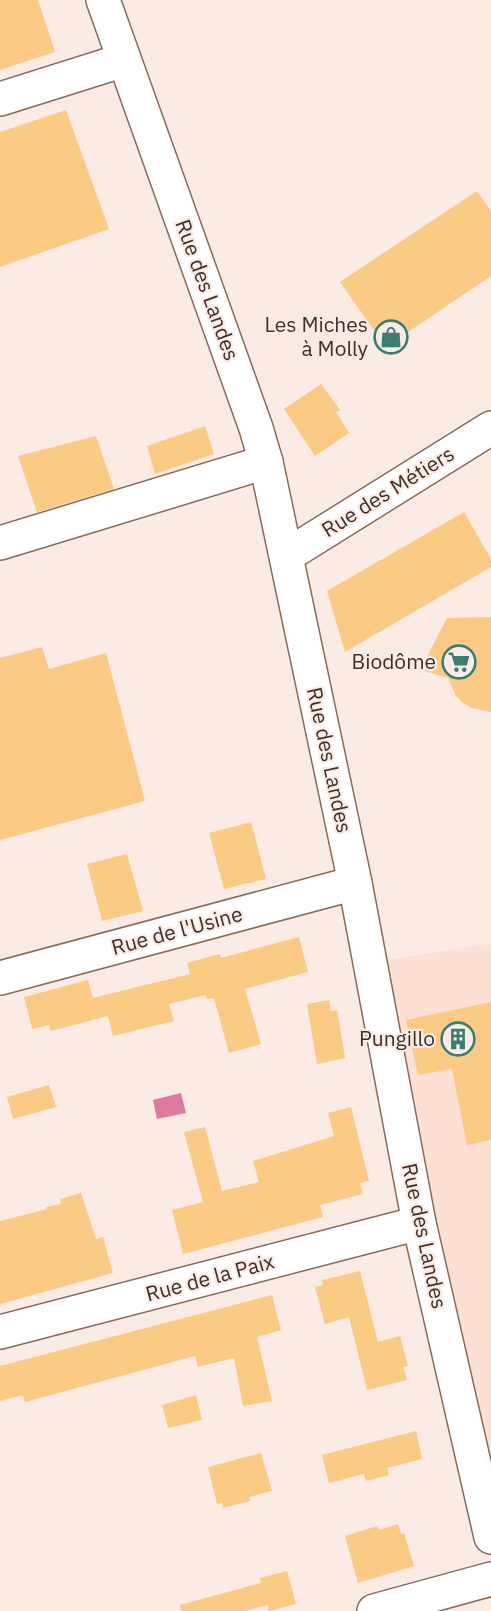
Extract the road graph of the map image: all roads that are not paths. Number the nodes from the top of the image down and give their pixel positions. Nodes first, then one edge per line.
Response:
1 (103, 0) edge
2 (124, 60) junction
3 (0, 99) edge
4 (491, 429) edge
5 (266, 462) junction
6 (0, 543) edge
7 (286, 556) junction
8 (354, 883) junction
9 (0, 978) edge
10 (419, 1223) junction
11 (0, 1332) edge
12 (491, 1537) edge
13 (491, 1580) edge
14 (374, 1611) edge

1 - 2 street, Rue des Landes
2 - 3 street
2 - 5 street, Rue des Landes
4 - 7 street, Rue des Métiers
5 - 6 street
5 - 7 street, Rue des Landes
7 - 8 street, Rue des Landes
8 - 9 street, Rue de l'Usine
8 - 10 street, Rue des Landes
10 - 11 street, Rue de la Paix
10 - 12 street, Rue des Landes
13 - 14 street

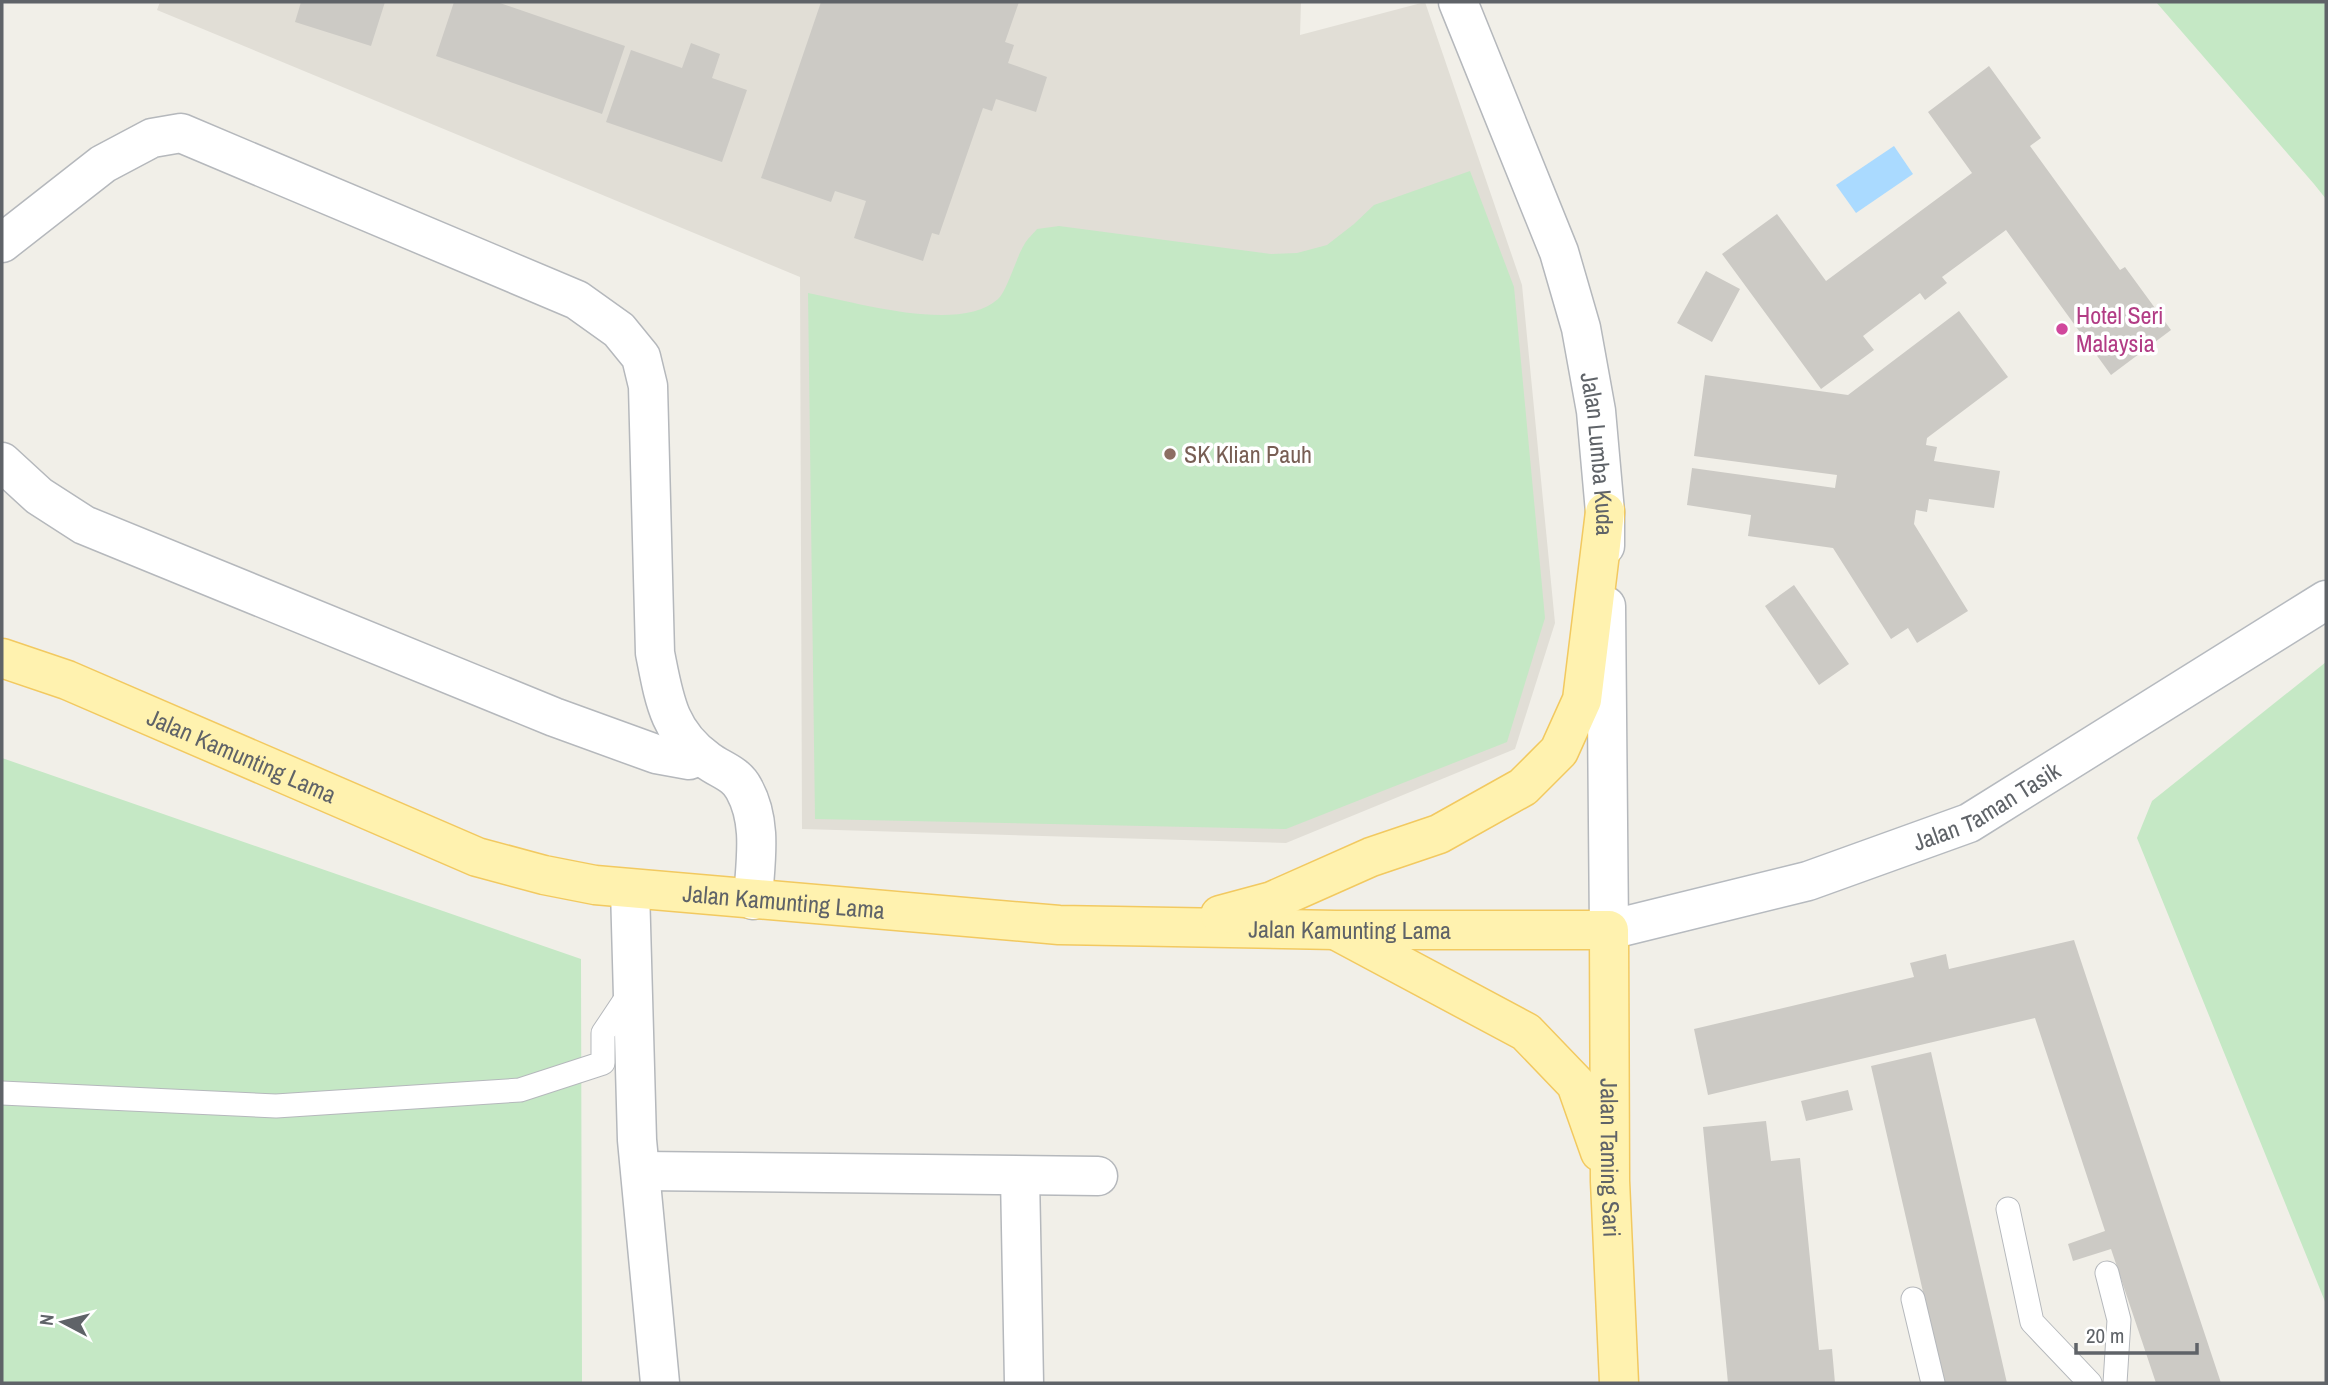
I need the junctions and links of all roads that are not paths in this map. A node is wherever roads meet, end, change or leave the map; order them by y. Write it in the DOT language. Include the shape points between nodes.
graph roads {
  1 [pos="1458,2"];
  2 [pos="2,243"];
  3 [pos="2,462"];
  4 [pos="1605,512"];
  5 [pos="2326,600"];
  6 [pos="2,658"];
  7 [pos="700,755"];
  8 [pos="630,889"];
  9 [pos="753,900"];
  10 [pos="1177,926"];
  11 [pos="1336,930"];
  12 [pos="1609,930"];
  13 [pos="632,988"];
  14 [pos="2,1093"];
  15 [pos="641,1171"];
  16 [pos="1020,1176"];
  17 [pos="1098,1176"];
  18 [pos="1610,1181"];
  19 [pos="2008,1209"];
  20 [pos="2107,1273"];
  21 [pos="1913,1299"];
  22 [pos="660,1383"];
  23 [pos="1024,1383"];
  24 [pos="1619,1383"];
  25 [pos="1933,1383"];
  26 [pos="2090,1383"];
  27 [pos="2115,1383"];
  1 -- 4 [label="street, Jalan Lumba Kuda" via="1559,252 1581,328 1597,411"];
  2 -- 7 [label="street" via="103,164 152,138 181,133 577,300 619,330 642,357 648,386 655,653 663,696 673,724"];
  3 -- 7 [label="street" via="39,496 84,524 554,717 656,754 688,760"];
  4 -- 10 [label="main road" via="1582,700 1559,751 1524,787 1439,834 1272,901"];
  4 -- 12 [label="street, Jalan Lumba Kuda"];
  5 -- 12 [label="street, Jalan Taman Tasik" via="1969,823 1808,881"];
  6 -- 8 [label="main road, Jalan Kamunting Lama" via="67,680 477,857 544,875"];
  7 -- 9 [label="street" via="732,774 744,787 751,806 757,836"];
  8 -- 9 [label="main road, Jalan Kamunting Lama"];
  8 -- 13 [label="street"];
  9 -- 10 [label="main road, Jalan Kamunting Lama" via="1059,925"];
  10 -- 11 [label="main road, Jalan Kamunting Lama"];
  11 -- 12 [label="main road, Jalan Kamunting Lama"];
  11 -- 18 [label="main road" via="1526,1032 1576,1084"];
  12 -- 18 [label="main road, Jalan Taming Sari"];
  13 -- 14 [label="lane" via="603,1033 603,1063 520,1090 276,1106"];
  13 -- 15 [label="street"];
  15 -- 16 [label="street"];
  15 -- 22 [label="street"];
  16 -- 17 [label="street"];
  16 -- 23 [label="street"];
  18 -- 24 [label="main road, Jalan Taming Sari"];
  19 -- 26 [label="lane" via="2032,1322"];
  20 -- 27 [label="lane" via="2119,1320"];
  21 -- 25 [label="lane"];
}
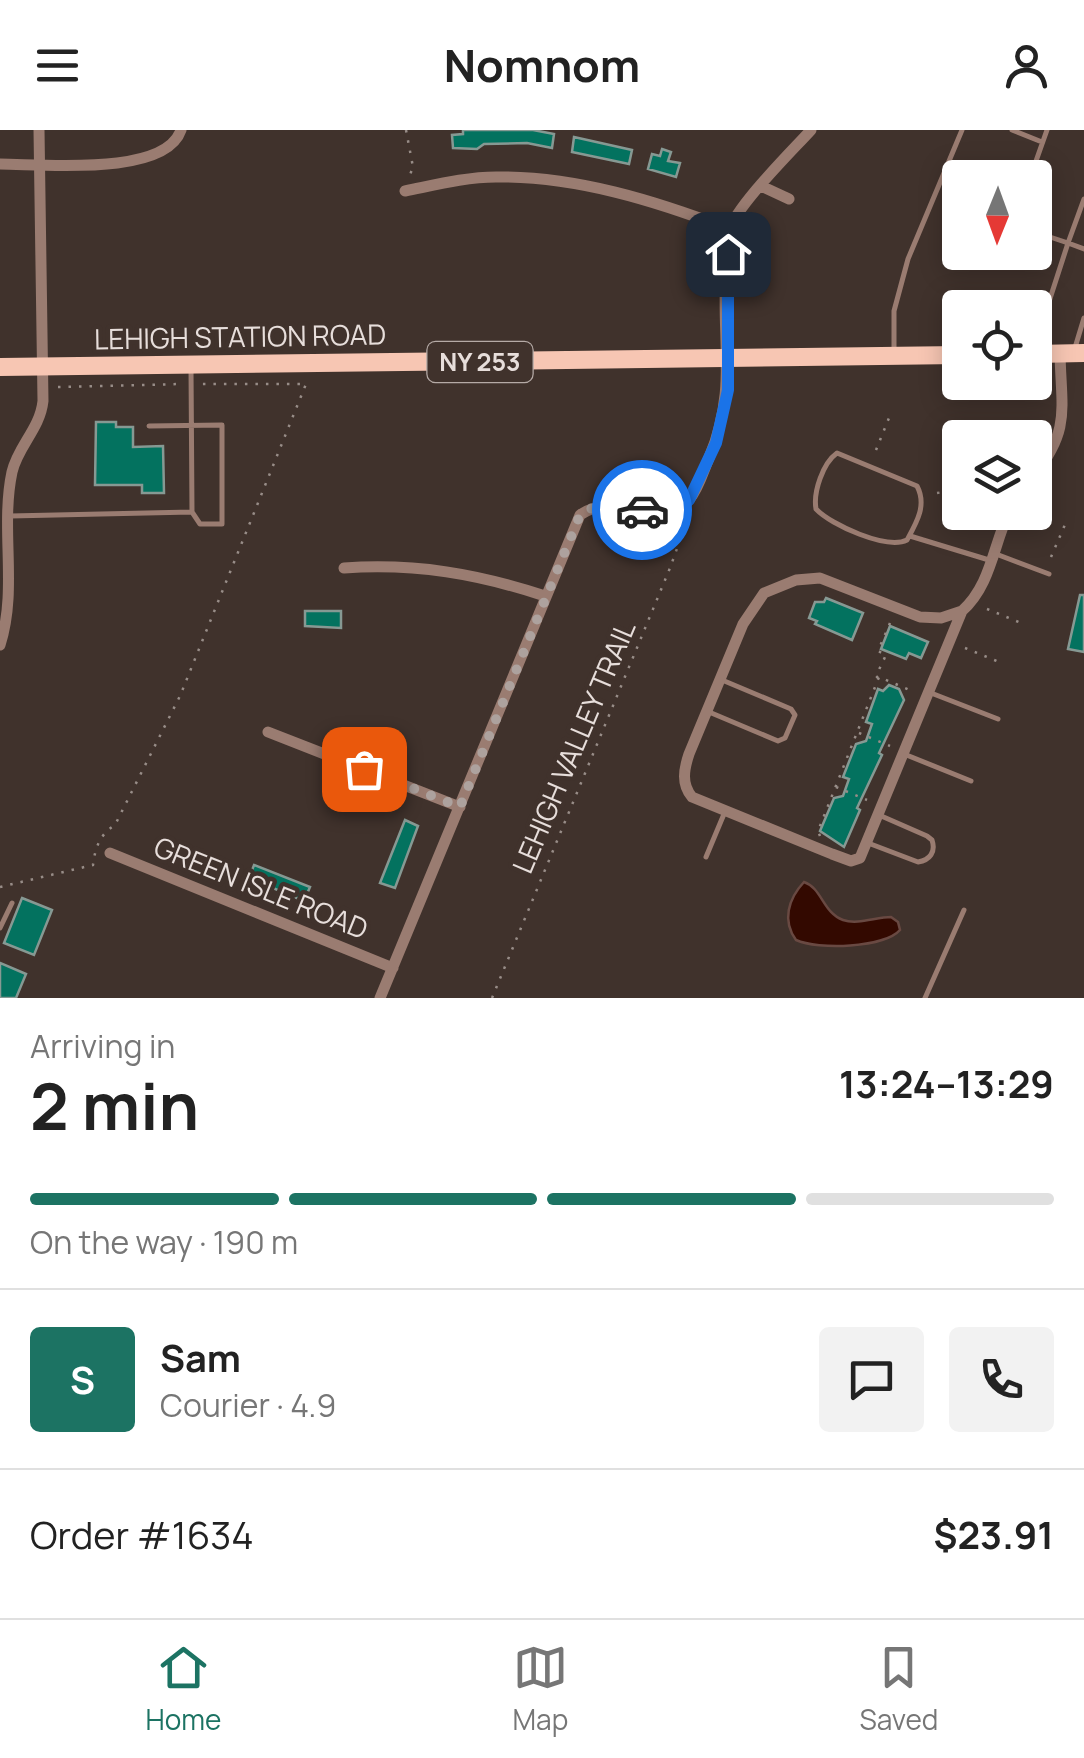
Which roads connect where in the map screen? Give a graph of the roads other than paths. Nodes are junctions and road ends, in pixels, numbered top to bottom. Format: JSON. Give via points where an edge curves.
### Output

WHAT TO WORK ON:
In your answer, give every line of the listing above exactly, and do not include the images.

RESPONSE TO THIS TASK:
Extract the road graph of the map image: all roads that are not paths. Number the nodes from the top of the image down and give their pixel positions. Nodes first, then one edge per line.
Response:
1 (103, 0) edge
2 (124, 60) junction
3 (0, 99) edge
4 (491, 429) edge
5 (266, 462) junction
6 (0, 543) edge
7 (286, 556) junction
8 (354, 883) junction
9 (0, 978) edge
10 (419, 1223) junction
11 (0, 1332) edge
12 (491, 1537) edge
13 (491, 1580) edge
14 (374, 1611) edge

1 - 2 street, Rue des Landes
2 - 3 street
2 - 5 street, Rue des Landes
4 - 7 street, Rue des Métiers
5 - 6 street
5 - 7 street, Rue des Landes
7 - 8 street, Rue des Landes
8 - 9 street, Rue de l'Usine
8 - 10 street, Rue des Landes
10 - 11 street, Rue de la Paix
10 - 12 street, Rue des Landes
13 - 14 street

I need the junctions and links of all roads that are not paths in this map. A node is wherever roads meet, end, change or leave the map; order them by y. Write it in the DOT language. Include the shape points between nodes.
graph roads {
  1 [pos="1458,2"];
  2 [pos="2,243"];
  3 [pos="2,462"];
  4 [pos="1605,512"];
  5 [pos="2326,600"];
  6 [pos="2,658"];
  7 [pos="700,755"];
  8 [pos="630,889"];
  9 [pos="753,900"];
  10 [pos="1177,926"];
  11 [pos="1336,930"];
  12 [pos="1609,930"];
  13 [pos="632,988"];
  14 [pos="2,1093"];
  15 [pos="641,1171"];
  16 [pos="1020,1176"];
  17 [pos="1098,1176"];
  18 [pos="1610,1181"];
  19 [pos="2008,1209"];
  20 [pos="2107,1273"];
  21 [pos="1913,1299"];
  22 [pos="660,1383"];
  23 [pos="1024,1383"];
  24 [pos="1619,1383"];
  25 [pos="1933,1383"];
  26 [pos="2090,1383"];
  27 [pos="2115,1383"];
  1 -- 4 [label="street, Jalan Lumba Kuda" via="1559,252 1581,328 1597,411"];
  2 -- 7 [label="street" via="103,164 152,138 181,133 577,300 619,330 642,357 648,386 655,653 663,696 673,724"];
  3 -- 7 [label="street" via="39,496 84,524 554,717 656,754 688,760"];
  4 -- 10 [label="main road" via="1582,700 1559,751 1524,787 1439,834 1272,901"];
  4 -- 12 [label="street, Jalan Lumba Kuda"];
  5 -- 12 [label="street, Jalan Taman Tasik" via="1969,823 1808,881"];
  6 -- 8 [label="main road, Jalan Kamunting Lama" via="67,680 477,857 544,875"];
  7 -- 9 [label="street" via="732,774 744,787 751,806 757,836"];
  8 -- 9 [label="main road, Jalan Kamunting Lama"];
  8 -- 13 [label="street"];
  9 -- 10 [label="main road, Jalan Kamunting Lama" via="1059,925"];
  10 -- 11 [label="main road, Jalan Kamunting Lama"];
  11 -- 12 [label="main road, Jalan Kamunting Lama"];
  11 -- 18 [label="main road" via="1526,1032 1576,1084"];
  12 -- 18 [label="main road, Jalan Taming Sari"];
  13 -- 14 [label="lane" via="603,1033 603,1063 520,1090 276,1106"];
  13 -- 15 [label="street"];
  15 -- 16 [label="street"];
  15 -- 22 [label="street"];
  16 -- 17 [label="street"];
  16 -- 23 [label="street"];
  18 -- 24 [label="main road, Jalan Taming Sari"];
  19 -- 26 [label="lane" via="2032,1322"];
  20 -- 27 [label="lane" via="2119,1320"];
  21 -- 25 [label="lane"];
}
Which roads connect where in the map screen? Give a graph of the roads other than paths. Nodes are junctions and road ends, in pixels, numbered top to bottom. Format: JSON. Give via points where an edge curves.
### Output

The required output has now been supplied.